Stored data entries:
=== Begin Enclosure ===
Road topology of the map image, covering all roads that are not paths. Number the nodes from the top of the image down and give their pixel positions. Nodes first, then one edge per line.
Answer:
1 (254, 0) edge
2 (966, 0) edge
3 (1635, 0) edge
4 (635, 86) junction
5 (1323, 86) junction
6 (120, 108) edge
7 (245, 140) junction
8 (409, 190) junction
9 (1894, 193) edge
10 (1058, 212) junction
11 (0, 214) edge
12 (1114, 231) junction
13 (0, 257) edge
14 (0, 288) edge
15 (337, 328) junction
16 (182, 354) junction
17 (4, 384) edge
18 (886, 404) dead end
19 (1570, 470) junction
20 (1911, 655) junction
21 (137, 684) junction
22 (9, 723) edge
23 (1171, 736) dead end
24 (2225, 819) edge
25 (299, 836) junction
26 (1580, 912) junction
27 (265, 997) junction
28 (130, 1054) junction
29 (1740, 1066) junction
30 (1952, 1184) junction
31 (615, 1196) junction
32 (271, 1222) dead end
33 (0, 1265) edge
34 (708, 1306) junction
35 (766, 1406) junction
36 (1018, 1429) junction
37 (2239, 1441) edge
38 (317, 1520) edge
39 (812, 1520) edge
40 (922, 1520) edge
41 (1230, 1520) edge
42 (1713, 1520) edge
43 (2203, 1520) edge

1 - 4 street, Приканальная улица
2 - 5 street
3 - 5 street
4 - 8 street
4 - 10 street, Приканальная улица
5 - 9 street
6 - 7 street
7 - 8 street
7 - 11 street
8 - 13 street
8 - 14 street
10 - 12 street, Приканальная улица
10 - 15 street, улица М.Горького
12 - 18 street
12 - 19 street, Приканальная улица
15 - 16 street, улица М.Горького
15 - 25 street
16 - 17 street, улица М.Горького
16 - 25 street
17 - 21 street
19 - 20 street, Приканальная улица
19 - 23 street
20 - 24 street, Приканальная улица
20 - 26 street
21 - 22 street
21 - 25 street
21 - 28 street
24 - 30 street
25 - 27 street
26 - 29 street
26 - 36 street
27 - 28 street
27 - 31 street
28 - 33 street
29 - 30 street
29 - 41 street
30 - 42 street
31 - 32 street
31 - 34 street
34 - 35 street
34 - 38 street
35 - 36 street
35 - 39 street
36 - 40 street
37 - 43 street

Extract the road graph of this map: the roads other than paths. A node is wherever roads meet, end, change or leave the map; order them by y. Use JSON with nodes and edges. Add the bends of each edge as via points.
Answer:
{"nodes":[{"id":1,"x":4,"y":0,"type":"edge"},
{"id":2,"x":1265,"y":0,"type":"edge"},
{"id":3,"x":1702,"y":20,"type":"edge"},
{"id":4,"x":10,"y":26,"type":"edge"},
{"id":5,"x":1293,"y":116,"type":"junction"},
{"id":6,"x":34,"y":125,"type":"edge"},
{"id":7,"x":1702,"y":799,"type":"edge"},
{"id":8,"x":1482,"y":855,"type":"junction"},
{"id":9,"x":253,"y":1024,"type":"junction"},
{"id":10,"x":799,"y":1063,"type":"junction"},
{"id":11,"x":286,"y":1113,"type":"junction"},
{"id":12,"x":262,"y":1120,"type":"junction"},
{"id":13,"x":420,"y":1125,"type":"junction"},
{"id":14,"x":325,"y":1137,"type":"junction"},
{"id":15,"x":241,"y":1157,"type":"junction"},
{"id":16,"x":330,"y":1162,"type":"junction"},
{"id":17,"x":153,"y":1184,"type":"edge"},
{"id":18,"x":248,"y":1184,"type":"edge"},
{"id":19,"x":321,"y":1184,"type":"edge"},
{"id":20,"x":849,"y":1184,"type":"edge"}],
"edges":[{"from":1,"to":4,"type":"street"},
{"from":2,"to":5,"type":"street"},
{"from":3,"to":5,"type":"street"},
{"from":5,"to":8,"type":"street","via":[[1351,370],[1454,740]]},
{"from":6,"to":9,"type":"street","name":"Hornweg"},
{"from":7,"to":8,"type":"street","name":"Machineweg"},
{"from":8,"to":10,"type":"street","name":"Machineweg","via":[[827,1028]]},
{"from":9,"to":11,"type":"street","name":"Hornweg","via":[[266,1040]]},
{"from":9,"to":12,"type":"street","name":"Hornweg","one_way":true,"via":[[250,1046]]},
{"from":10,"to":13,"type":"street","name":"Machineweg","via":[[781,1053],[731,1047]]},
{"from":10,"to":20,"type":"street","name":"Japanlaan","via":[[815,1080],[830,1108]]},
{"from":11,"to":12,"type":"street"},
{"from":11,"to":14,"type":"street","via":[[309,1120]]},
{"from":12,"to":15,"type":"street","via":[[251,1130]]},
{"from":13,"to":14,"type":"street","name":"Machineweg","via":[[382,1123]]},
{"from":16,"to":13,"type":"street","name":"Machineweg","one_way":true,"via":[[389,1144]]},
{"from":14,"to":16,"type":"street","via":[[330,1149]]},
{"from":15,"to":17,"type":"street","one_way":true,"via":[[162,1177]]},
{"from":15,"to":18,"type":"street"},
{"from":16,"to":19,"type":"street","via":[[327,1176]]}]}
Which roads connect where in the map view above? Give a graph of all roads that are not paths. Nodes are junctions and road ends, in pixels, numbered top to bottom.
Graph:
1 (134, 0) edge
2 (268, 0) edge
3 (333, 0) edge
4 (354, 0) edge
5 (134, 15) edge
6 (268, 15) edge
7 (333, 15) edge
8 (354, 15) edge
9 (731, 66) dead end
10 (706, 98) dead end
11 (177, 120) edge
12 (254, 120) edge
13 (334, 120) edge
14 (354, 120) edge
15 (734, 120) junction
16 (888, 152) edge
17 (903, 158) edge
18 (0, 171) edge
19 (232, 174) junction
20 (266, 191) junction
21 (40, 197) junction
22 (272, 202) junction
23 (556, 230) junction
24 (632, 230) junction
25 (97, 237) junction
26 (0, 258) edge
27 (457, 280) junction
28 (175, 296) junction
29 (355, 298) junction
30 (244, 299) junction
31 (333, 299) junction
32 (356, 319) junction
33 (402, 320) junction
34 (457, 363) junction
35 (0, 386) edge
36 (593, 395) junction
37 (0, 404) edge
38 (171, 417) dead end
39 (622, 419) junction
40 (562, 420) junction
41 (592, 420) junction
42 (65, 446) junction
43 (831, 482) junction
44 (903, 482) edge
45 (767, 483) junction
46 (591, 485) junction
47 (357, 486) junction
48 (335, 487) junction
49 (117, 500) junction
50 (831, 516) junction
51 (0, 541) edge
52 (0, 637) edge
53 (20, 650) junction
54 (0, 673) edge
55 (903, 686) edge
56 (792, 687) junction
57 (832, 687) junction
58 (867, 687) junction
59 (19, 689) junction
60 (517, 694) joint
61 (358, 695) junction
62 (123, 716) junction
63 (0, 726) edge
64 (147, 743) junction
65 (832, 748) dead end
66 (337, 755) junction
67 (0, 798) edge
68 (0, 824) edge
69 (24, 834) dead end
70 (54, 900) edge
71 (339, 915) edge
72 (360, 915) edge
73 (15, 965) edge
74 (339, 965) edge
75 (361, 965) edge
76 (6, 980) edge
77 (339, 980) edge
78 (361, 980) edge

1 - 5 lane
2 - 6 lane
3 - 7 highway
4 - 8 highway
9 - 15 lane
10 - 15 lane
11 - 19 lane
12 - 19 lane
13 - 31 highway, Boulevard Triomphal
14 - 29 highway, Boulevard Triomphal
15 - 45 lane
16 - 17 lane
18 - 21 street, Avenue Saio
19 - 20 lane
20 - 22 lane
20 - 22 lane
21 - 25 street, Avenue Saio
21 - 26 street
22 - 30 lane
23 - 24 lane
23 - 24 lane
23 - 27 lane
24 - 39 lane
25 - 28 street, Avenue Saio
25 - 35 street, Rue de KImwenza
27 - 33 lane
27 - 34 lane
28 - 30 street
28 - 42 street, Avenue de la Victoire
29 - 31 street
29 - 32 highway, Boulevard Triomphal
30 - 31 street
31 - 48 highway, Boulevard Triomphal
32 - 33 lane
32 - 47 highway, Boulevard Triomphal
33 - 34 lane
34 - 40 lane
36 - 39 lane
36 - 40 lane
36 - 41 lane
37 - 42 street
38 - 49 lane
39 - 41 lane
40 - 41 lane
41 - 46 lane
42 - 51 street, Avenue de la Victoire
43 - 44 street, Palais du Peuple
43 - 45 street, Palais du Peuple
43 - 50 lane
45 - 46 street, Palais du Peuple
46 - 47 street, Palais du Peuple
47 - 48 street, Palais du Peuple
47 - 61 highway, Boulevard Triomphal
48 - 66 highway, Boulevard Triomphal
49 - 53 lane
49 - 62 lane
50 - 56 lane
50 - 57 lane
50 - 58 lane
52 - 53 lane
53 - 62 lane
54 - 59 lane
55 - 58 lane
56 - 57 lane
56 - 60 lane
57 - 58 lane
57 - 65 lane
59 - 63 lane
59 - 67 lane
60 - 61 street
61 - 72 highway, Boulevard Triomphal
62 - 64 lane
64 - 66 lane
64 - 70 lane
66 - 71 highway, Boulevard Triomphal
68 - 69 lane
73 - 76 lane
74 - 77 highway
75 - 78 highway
=== End Enclosure ===
About this task |
If a line of the records above holds the word "Peuple", show it.

Exercise result |
43 - 44 street, Palais du Peuple
43 - 45 street, Palais du Peuple
45 - 46 street, Palais du Peuple
46 - 47 street, Palais du Peuple
47 - 48 street, Palais du Peuple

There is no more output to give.